Frequency-Domain Wavefield Reconstruction Inversion Using Preconditioned Block Conjugate Gradient
摘要
Extended Full-Waveform Inversion (FWI) methods are generating considerable interest because of their capability to mitigate the cycle-skipping pathology. The Wavefield Reconstruction Inversion (WRI), which is a well-documented subclass of the extended FWI, extends the inversion search space by considering the wavefield as an extra unknown parameter during inversion. This modification involves the computation of the so-called Data-Assimilated Wavefields (DAW). The DAW is the solution to an ill-conditioned Hermitian Positive Definite linear system. In the case of large-scale 2D/3D models, explicit solutions of the normal equations associated with DAW (in the frequency domain) can be challenging, especially for conventional direct solvers due to the time and memory complexity. In this paper, we explore various iterative methods to solve the DAW of large-scale two-dimensional problems. More specifically, we employ the preconditioned Conjugate Gradient method with Symmetric Successive Over-Relaxation, Incomplete Cholesky Factorization, and Additive Schwarz (AS) preconditioner.
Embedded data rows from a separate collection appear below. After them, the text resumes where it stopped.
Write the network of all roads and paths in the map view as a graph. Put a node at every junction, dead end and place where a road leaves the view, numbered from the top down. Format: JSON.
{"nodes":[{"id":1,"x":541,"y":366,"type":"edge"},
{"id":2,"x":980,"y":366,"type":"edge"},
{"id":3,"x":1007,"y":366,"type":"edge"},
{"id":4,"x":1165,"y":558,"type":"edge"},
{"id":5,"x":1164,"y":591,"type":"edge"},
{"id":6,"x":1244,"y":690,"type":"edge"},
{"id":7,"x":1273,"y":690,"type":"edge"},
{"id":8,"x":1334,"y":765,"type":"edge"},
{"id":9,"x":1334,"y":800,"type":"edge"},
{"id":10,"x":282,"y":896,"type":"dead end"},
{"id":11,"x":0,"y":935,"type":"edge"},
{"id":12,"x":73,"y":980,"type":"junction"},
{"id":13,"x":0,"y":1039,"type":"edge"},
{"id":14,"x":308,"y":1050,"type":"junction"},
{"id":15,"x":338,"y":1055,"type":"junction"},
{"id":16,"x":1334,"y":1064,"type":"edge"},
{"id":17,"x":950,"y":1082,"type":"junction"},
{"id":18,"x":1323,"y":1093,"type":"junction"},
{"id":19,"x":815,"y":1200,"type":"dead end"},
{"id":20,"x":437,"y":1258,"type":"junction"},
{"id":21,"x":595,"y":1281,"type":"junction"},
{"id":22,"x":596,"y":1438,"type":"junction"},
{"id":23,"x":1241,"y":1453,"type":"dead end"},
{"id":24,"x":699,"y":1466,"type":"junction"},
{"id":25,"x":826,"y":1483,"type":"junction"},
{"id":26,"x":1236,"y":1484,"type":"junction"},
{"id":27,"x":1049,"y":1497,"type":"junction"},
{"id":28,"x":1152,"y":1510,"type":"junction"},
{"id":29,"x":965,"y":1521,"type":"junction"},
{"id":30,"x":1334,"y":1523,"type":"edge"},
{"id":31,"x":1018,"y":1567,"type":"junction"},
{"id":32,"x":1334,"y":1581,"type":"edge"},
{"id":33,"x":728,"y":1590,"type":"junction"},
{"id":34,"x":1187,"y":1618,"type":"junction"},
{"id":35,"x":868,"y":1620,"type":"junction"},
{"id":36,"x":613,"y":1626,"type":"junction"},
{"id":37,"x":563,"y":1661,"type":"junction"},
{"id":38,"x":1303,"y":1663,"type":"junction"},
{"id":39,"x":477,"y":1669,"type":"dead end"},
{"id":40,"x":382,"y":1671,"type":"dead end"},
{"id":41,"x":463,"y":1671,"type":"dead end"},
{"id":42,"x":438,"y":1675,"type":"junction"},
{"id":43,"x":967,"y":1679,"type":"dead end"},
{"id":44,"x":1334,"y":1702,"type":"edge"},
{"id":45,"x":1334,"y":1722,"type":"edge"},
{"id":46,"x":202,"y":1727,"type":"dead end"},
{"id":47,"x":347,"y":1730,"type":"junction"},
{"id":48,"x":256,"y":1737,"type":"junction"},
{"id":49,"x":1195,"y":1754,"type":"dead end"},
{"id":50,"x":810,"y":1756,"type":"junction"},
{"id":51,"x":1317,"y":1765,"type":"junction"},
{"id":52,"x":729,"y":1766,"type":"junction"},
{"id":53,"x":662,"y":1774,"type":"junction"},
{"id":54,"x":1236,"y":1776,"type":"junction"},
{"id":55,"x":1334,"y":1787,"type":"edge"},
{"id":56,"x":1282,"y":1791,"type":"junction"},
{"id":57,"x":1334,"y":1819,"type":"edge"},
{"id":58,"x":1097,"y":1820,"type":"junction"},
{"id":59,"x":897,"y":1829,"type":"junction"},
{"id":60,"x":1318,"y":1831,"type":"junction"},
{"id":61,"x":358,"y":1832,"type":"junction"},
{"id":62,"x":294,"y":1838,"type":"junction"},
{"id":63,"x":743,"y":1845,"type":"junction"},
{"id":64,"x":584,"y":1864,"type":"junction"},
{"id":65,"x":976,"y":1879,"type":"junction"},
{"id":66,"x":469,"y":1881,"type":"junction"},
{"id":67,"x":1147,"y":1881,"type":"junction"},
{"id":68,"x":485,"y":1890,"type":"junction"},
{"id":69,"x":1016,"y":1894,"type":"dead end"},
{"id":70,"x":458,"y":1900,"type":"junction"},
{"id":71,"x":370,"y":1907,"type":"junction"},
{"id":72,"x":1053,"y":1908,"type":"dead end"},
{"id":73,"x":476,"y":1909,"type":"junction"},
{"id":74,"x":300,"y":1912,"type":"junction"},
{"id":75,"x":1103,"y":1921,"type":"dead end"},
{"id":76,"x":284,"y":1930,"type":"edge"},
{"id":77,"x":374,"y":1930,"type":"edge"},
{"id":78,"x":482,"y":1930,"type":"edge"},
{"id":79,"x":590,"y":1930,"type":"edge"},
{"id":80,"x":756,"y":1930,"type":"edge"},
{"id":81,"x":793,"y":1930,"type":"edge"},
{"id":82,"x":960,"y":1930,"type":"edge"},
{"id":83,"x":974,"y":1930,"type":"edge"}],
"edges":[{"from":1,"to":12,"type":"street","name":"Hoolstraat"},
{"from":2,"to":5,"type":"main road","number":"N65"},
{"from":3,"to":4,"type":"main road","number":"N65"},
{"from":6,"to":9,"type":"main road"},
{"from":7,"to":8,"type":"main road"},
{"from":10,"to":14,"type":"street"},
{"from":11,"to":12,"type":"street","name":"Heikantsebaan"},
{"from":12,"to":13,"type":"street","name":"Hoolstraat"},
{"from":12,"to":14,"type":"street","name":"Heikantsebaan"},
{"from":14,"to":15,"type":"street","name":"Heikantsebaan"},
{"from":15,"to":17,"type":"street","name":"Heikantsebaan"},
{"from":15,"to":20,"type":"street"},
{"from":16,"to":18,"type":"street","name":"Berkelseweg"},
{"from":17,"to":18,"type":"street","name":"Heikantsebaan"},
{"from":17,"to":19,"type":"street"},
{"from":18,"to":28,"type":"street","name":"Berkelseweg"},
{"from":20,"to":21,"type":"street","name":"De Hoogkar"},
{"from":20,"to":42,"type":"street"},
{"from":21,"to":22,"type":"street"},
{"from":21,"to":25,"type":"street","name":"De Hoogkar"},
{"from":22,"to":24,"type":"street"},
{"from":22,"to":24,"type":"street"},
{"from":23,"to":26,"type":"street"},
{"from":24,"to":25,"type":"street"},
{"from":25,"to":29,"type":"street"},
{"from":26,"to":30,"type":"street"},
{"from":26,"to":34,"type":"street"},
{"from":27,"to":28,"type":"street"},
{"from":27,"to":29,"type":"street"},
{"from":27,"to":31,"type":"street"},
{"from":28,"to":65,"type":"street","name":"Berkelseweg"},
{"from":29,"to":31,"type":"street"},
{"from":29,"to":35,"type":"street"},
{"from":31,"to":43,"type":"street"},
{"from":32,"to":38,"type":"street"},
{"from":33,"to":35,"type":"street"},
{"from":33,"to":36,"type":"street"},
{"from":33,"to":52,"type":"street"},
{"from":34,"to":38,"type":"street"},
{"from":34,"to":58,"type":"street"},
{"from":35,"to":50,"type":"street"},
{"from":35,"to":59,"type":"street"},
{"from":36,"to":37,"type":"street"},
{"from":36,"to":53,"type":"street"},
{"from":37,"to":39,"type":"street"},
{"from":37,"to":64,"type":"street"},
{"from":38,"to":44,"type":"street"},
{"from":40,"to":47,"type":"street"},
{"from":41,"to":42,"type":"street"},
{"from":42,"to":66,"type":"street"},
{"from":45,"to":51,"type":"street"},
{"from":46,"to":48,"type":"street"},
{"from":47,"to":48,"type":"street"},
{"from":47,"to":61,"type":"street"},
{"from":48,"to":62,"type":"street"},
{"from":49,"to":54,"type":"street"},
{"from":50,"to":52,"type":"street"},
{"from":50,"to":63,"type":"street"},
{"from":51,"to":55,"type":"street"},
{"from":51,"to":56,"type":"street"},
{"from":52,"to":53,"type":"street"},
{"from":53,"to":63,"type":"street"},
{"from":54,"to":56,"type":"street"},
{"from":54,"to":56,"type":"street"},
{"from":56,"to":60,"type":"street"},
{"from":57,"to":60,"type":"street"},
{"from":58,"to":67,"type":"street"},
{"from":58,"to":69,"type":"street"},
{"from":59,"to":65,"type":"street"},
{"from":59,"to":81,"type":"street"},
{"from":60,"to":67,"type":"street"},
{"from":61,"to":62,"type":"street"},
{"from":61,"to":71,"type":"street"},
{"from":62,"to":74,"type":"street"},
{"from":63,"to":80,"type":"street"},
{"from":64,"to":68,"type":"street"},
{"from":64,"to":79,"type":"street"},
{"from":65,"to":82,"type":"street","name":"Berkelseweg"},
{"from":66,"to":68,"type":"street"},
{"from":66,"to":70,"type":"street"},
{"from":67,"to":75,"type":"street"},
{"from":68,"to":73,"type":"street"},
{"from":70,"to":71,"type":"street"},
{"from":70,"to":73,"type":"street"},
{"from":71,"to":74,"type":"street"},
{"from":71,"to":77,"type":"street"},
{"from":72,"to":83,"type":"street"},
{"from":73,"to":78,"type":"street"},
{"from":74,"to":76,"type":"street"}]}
To solve the wavefield reconstruction simultaneously for multiple (sources) Right-Hand Sides (RHSs), commonly, direct solvers are the method of choice since they solve all the RHSs at once. Block iterative methods, such as Block Conjugate Gradient (BCG), can be a substitute for direct solvers for multiple RHSs systems. However, the success of the BCG algorithm requires the orthogonality of the RHSs columns to avoid rank deficiency happening during the iterations of the algorithm. To cope with this issue, we propose a cheap approach, the so-called source sketching technique, which increases the orthogonality of the RHSs and dimension reduction, thereby not only preventing the breakdown of the block iterative methods but also reducing the computational complexity. We implemented the proposed method for the DAW problem in the Iteratively-Refined WRI (IR-WRI). The results obtained by numerical examples show high performance of the suggested method for large-scale 2D frequency-domain waveform inversion with an AS preconditioner.